Assignment
All the data must be output exactly as given.

[Saved entries]
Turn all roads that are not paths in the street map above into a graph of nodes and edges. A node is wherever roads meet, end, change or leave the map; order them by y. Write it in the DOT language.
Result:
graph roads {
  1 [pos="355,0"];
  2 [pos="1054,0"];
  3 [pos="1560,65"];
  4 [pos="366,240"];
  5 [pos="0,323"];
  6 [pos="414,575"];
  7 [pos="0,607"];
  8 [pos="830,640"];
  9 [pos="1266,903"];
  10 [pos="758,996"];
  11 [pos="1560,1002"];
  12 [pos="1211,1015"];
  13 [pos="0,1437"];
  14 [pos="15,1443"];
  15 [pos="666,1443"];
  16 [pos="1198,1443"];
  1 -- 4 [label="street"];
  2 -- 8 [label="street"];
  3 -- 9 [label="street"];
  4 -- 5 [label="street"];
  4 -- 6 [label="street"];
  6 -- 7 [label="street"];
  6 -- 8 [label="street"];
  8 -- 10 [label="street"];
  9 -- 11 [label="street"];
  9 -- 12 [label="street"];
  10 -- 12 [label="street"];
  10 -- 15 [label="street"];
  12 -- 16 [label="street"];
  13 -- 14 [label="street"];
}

Task result
Turn all roads that are not paths in the street map above into a graph of nodes and edges. A node is wherever roads meet, end, change or leave the map; order them by y. Write it in the DOT language.
Result:
graph roads {
  1 [pos="355,0"];
  2 [pos="1054,0"];
  3 [pos="1560,65"];
  4 [pos="366,240"];
  5 [pos="0,323"];
  6 [pos="414,575"];
  7 [pos="0,607"];
  8 [pos="830,640"];
  9 [pos="1266,903"];
  10 [pos="758,996"];
  11 [pos="1560,1002"];
  12 [pos="1211,1015"];
  13 [pos="0,1437"];
  14 [pos="15,1443"];
  15 [pos="666,1443"];
  16 [pos="1198,1443"];
  1 -- 4 [label="street"];
  2 -- 8 [label="street"];
  3 -- 9 [label="street"];
  4 -- 5 [label="street"];
  4 -- 6 [label="street"];
  6 -- 7 [label="street"];
  6 -- 8 [label="street"];
  8 -- 10 [label="street"];
  9 -- 11 [label="street"];
  9 -- 12 [label="street"];
  10 -- 12 [label="street"];
  10 -- 15 [label="street"];
  12 -- 16 [label="street"];
  13 -- 14 [label="street"];
}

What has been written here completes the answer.